Ok look up compost photos and tell me
why there are so many hand pictures!

Part Two: How does it work?

When you build a compost pile, you are essentially building a habitat for waste-eating organisms. All the little invertebrates, fungi, and bacteria need a cozy home to live in, and it's your job to build it. It takes 4 ingredients: Carbon (brown waste), Nitrogen (green waste), water, and oxygen. 

It is important to keep the compost aerated, usually by turning it or mixing it thoroughly several times per season. This will allow the microorganisms to breathe. The good bacteria, which do most of the work by eating the carbon and nitrogen, and turning them into nutrients, are all aerobic meaning they require oxygen to breathe. 
If the pile compacts or becomes water-logged, anaerobic bacteria take over and can make the pile very stinky by producing methane.

Fungi will do a lot of work too. They break down the parts that bacteria can't like the fibrous plant structures such as cellulose. Worms and isopods eat partially decomposed plant matter and excrete very fertile waste, i.e, worm castings. 
You may find other "bugs" in your pile as well. Ants help aerate the soil by digging burrows, flies and larvae eat all organic material, as do beetles, slugs, and other insects. This is why it is important to avoid pesticides and other chemicals. You don't want to kill off your cleaning crew!

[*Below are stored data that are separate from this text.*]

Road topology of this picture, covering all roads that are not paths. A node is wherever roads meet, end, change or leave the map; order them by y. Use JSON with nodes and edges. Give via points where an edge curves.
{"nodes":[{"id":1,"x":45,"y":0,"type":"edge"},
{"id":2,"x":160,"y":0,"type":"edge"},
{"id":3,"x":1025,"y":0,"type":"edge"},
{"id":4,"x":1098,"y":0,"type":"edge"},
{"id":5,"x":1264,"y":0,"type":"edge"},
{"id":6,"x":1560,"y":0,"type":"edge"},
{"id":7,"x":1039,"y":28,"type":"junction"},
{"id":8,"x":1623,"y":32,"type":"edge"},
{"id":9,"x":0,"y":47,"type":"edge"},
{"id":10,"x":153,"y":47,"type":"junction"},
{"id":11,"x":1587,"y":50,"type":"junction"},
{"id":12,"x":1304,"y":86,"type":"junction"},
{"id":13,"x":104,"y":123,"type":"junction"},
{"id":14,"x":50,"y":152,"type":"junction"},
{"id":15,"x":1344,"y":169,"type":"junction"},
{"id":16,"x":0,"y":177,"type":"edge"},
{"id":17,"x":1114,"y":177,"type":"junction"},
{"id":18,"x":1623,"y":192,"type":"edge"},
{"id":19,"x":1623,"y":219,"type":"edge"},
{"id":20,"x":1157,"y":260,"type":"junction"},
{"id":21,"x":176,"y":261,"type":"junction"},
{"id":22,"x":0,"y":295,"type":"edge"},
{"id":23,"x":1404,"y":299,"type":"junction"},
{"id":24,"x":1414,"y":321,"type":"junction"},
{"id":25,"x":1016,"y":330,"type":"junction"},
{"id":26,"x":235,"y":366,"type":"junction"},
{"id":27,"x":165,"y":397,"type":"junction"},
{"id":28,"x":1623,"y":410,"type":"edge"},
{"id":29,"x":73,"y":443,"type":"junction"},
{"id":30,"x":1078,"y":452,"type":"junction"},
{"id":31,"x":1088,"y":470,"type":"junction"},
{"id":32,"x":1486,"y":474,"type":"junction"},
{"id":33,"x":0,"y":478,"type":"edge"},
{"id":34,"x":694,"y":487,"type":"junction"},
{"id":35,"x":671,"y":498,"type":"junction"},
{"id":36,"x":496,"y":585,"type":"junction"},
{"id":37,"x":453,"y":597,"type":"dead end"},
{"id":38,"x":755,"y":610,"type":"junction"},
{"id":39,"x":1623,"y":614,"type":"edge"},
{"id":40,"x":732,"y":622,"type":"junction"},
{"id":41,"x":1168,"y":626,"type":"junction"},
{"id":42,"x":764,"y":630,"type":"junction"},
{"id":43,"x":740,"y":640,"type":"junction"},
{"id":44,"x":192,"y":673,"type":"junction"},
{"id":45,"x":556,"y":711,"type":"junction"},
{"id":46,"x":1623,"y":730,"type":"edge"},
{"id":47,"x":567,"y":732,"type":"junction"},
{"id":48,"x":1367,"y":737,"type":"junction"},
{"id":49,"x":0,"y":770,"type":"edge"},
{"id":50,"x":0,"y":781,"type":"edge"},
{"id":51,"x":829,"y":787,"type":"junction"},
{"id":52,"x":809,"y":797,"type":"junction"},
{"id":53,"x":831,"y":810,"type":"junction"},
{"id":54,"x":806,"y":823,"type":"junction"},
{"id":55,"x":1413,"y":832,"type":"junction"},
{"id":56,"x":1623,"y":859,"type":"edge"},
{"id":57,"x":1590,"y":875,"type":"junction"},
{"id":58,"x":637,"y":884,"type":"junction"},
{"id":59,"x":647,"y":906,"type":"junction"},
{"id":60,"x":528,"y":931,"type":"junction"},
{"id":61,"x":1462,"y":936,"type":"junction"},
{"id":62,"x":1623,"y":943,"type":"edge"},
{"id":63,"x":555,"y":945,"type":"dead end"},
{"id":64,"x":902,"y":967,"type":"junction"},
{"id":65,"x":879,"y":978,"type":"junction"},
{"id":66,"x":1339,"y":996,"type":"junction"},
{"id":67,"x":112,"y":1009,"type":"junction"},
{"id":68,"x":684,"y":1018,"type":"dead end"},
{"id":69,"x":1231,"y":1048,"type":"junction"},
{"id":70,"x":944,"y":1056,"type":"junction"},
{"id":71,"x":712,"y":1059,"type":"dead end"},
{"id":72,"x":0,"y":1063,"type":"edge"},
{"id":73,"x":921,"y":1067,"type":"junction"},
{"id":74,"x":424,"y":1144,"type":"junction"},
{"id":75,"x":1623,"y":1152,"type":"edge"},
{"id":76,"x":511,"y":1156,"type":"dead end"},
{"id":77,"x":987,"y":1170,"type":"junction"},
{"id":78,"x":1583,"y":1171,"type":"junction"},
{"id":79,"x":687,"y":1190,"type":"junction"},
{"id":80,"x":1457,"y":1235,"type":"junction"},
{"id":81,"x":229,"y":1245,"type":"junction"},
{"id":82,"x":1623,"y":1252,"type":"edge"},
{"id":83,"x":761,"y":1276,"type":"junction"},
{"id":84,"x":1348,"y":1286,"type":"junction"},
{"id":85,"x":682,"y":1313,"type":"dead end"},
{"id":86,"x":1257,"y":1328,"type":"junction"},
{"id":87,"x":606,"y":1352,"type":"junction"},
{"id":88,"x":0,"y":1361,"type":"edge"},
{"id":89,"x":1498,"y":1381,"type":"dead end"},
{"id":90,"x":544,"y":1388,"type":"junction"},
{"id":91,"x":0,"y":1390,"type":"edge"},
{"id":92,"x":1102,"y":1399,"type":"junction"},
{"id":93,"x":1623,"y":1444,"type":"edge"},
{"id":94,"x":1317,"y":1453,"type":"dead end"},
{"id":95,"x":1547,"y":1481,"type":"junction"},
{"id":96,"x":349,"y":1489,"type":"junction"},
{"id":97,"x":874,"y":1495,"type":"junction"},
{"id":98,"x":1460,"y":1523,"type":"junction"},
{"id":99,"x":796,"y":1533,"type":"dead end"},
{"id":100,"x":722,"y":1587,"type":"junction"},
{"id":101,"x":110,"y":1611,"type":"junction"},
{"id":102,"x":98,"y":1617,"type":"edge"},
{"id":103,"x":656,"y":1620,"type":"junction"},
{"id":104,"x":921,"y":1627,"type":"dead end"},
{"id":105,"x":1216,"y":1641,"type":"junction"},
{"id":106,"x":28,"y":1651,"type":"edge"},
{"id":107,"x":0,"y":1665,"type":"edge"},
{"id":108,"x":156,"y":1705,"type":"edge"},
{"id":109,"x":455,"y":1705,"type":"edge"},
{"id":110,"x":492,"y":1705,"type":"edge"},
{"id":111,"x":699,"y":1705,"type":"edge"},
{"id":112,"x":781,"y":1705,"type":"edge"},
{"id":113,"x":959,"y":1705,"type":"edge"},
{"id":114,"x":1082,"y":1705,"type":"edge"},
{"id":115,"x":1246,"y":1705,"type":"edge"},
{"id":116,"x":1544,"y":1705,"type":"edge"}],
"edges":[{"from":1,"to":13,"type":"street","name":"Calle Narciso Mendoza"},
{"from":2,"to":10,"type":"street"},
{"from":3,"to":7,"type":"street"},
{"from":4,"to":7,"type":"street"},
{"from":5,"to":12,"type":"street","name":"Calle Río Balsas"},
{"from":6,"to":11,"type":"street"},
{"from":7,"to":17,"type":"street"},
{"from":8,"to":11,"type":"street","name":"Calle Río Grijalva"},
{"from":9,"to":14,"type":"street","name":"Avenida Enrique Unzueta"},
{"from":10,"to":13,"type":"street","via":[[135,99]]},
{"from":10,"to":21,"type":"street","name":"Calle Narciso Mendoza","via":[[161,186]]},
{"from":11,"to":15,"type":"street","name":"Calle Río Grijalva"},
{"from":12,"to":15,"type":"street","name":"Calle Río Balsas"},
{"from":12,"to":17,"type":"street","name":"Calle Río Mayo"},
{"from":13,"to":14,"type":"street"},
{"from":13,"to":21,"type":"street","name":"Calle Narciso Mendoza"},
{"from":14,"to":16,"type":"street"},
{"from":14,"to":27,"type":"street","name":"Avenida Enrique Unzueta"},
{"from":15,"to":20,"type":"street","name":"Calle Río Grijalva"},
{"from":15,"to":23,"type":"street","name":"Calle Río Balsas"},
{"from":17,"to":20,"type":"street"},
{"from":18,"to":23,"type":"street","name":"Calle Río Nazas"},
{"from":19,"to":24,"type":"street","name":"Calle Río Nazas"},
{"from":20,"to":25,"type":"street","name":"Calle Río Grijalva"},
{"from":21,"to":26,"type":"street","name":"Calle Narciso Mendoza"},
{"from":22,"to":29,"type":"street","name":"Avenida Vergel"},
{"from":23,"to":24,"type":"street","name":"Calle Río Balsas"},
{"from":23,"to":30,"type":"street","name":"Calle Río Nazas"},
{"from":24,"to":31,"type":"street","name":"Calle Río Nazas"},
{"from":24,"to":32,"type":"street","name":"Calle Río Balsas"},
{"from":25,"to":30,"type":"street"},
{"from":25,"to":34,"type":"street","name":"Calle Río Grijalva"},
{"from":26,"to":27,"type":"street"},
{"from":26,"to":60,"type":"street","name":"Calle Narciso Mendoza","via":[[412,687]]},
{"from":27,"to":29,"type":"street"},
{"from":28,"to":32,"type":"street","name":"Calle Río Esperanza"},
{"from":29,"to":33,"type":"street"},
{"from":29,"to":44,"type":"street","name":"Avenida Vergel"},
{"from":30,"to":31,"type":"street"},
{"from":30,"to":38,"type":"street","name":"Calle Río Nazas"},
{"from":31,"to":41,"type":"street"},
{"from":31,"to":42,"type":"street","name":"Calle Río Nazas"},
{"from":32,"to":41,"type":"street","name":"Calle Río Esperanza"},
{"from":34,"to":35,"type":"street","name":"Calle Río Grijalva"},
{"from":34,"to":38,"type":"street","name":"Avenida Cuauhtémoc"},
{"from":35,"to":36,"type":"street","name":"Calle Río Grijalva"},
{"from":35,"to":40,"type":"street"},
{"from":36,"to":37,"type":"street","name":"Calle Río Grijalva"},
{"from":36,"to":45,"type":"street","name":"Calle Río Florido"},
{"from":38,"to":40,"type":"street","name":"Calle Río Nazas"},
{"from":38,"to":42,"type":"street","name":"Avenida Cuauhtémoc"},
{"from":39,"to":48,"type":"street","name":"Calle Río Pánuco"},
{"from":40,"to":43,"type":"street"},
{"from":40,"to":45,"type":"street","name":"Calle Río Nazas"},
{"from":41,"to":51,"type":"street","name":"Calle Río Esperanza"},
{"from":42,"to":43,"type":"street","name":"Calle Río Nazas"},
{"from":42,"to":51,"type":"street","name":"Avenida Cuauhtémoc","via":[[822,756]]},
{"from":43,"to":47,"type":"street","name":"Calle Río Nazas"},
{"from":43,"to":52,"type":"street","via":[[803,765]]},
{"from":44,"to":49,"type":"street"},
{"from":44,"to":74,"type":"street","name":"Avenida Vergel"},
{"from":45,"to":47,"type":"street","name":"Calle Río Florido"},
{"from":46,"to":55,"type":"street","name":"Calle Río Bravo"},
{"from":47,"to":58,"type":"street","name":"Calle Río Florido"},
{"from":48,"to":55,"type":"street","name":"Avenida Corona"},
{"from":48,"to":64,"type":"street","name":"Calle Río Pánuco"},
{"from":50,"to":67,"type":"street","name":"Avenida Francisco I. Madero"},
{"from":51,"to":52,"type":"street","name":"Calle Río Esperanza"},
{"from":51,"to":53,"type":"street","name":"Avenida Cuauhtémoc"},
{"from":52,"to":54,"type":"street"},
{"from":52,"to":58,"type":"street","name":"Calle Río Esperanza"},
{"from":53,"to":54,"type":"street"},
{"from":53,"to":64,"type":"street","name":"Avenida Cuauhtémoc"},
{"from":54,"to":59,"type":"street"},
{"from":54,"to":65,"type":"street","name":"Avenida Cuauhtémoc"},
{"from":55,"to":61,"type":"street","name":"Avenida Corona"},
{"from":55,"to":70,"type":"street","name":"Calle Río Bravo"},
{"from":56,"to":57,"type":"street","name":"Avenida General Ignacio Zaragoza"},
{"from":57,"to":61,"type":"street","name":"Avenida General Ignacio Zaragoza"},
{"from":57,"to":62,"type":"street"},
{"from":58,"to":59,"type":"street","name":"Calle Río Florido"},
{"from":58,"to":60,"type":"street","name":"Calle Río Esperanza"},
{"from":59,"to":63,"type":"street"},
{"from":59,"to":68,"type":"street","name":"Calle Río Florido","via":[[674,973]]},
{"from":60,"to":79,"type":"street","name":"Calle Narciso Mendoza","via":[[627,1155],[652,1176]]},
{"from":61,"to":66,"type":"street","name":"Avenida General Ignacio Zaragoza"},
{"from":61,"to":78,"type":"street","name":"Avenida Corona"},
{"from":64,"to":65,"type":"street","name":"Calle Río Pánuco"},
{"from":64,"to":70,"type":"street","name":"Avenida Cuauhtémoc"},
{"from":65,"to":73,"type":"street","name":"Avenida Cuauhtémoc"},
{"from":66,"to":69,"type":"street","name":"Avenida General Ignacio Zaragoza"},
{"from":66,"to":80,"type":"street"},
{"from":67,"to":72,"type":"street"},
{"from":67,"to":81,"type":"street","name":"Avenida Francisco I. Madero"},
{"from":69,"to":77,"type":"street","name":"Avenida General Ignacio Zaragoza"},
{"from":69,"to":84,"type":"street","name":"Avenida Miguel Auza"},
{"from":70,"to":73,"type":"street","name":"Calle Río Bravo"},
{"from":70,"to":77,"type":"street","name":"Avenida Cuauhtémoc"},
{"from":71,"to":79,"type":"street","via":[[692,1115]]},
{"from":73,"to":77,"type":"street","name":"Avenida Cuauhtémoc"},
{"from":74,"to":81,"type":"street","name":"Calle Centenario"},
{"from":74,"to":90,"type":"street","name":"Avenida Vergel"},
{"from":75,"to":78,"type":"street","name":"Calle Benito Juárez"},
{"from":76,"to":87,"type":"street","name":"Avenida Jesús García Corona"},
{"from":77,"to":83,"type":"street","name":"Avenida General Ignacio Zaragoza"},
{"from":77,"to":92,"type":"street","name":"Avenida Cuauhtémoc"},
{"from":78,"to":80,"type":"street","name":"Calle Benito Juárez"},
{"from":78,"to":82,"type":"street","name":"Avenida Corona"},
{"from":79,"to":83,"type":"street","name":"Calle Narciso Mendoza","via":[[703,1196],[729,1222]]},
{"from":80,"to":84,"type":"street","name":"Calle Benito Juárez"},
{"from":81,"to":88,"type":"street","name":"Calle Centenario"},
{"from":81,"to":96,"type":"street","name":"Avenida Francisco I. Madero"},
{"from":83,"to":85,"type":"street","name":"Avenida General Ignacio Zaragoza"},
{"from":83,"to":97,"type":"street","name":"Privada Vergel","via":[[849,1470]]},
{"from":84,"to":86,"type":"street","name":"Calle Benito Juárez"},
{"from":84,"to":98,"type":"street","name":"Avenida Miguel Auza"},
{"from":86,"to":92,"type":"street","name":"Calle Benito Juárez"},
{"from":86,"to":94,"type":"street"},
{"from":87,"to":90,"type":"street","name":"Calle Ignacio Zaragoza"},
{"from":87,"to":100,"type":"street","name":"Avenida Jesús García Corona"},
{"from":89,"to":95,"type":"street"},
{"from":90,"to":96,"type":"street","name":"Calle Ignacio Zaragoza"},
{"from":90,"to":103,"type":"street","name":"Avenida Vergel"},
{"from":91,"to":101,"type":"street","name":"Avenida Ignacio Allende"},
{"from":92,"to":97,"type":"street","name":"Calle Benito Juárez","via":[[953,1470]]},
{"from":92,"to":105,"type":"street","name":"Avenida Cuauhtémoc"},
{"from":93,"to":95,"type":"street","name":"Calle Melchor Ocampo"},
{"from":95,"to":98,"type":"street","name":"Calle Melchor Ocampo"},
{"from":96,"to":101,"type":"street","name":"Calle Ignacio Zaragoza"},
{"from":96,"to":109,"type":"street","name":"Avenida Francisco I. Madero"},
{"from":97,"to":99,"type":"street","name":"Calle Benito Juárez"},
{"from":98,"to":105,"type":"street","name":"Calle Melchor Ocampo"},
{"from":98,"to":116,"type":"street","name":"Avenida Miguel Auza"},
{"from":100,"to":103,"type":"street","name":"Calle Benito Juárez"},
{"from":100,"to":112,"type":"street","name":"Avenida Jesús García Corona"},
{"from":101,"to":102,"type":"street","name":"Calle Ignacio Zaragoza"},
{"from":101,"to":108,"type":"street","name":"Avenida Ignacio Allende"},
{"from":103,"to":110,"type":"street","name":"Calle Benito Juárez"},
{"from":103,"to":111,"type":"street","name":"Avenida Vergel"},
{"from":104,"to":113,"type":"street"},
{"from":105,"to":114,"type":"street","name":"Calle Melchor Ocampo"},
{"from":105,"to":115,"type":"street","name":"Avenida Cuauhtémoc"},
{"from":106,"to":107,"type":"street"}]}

well, that's kind of cute.

Part Three: Let's get building!

Step one, pick a location. You have to answer this one yourself. You may not want to walk very far to dump your scraps after dinner. You also don't want it against your house as it will attract insects and be relatively moist, which are both bad for homes. A shady space off in a corner is a safe bet. The shade will help prevent it from drying out. 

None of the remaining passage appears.